A Comprehensive Review of the Neglected and Emerging Oropouche Virus

Abstract

Oropouche virus (OROV) is a neglected and emerging arbovirus that infects humans and animals in South and Central America. OROV is primarily transmitted to humans through the bites of infected midges and possibly some mosquitoes. It is the causative agent of Oropouche fever, which has high morbidity but low mortality rates in humans. The disease manifests in humans as high fever, headache, myalgia, arthralgia, photophobia, and, in some cases, meningitis and encephalitis. Additionally, a recent report suggests that OROV may cause fetal death, miscarriage, and microcephaly in newborns when women are infected during pregnancy, similar to the issues caused by the Zika virus (ZIKV), another mosquito-borne disease in the same regions. OROV was first reported in the mid-20th century in the Amazon basin. Since then, over 30 epidemics and more than 500,000 infection cases have been reported. The actual case numbers may be much higher due to frequent misdiagnosis, as OROV infection presents similar clinical symptoms to other co-circulating viruses, such as dengue virus (DENV), chikungunya virus (CHIKV), ZIKV, and West Nile virus (WNV). Due to climate change, increased travel, and urbanization, OROV infections have occurred at an increasing pace and have spread to new regions, with the potential to reach North America. According to the World Health Organization (WHO), over 10,000 cases were reported in 2024, including in areas where it was not previously detected. There is an urgent need to develop vaccines, antivirals, and specific diagnostic tools for OROV diseases. However, little is known about this surging virus, and no specific treatments or vaccines are available. In this article, we review the most recent progress in understanding virology, transmission, pathogenesis, diagnosis, host-vector dynamics, and antiviral vaccine development for OROV, and provide implications for future research directions.

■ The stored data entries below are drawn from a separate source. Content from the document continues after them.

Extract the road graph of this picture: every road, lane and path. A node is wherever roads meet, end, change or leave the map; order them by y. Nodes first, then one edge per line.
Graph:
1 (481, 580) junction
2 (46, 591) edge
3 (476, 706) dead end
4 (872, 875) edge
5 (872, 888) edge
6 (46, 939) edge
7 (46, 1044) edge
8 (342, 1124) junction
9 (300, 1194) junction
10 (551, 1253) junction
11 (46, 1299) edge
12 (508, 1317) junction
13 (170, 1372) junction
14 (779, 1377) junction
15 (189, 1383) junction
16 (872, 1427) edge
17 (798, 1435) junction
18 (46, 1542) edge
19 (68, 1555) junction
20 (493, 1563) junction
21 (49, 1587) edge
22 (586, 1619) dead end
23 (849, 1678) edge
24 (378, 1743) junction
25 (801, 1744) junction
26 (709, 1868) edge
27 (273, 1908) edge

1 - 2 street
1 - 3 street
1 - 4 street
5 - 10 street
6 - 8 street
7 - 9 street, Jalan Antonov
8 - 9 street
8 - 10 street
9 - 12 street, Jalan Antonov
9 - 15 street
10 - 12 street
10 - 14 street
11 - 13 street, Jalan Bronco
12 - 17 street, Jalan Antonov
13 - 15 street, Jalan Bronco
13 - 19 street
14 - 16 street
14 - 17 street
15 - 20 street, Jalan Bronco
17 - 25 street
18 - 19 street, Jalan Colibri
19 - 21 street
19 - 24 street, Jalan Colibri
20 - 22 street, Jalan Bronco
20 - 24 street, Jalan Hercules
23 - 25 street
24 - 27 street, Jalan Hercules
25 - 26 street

Keywords: Oropouche virus; biting midge; host factors; pathogenesis.

Figure 1

Human OROV cases reported before and in 2024 in the South and Central America regions. The yellow areas show the cases reported before 2023, including the outbreaks in Argentina, French Guiana, Haiti, and Trinidad and Tobago. The red areas show the cases reported in 2024. As of 25 November 2024, confirmed OROV cases were reported from the Amazon region of Brazil (5785 cases, illustrated with a blue column), the non-Amazon region of Brazil (3778 cases), and Bolivia (356 cases), Colombia (74 cases), Ecuador (2 cases), Peru (936 cases), Cuba (603 cases), Guyana (2 cases), Barbados (2 cases), and Panama (1 case). Data were retrieved from the WHO [3].

Figure 2

Travel-related OROV transmission to the US and Canada in 2024. A total of 110 OROV cases were reported in the US (108 cases) and Canada (2 cases), with a travel history to Cuba. Among 108 cases reported from the six states of the US, two were neuroinvasive, and the others were non-neuroinvasive. Data were retrieved from the US CDC [5].

Figure 3

A schematic diagram showing the genome structure and the coded proteins of OROV. The diagram was drawn based on the sequence of the isolate BeH759021. GenBank Accession: L segment: KP691606.1, M segment: KP691607.1, and S segment: KP691608.1.

Figure 4

The sylvatic cycle and the urban cycle of OROV transmission. In the sylvatic cycle, potential reservoirs of the OROV include mammals such as sloths, non-human primates, and birds. The virus is maintained in nature between wild animals and forest-dwelling mosquitoes, particularly Culex species and the biting midge Culicoides paraensis. Infected humans from the sylvatic cycle can introduce the virus to urban areas, bridging the two transmission cycles. In the urban cycle, Cu. paraensis midges are the primary vector, and Cx. quinquefasciatus may also transmit OROV to humans. Besides arthropod vectors, human-to-human transmission may occur via mother-to-fetus, blood transfusion, and sexual transmission routes. The illustration was created in BioRender.com.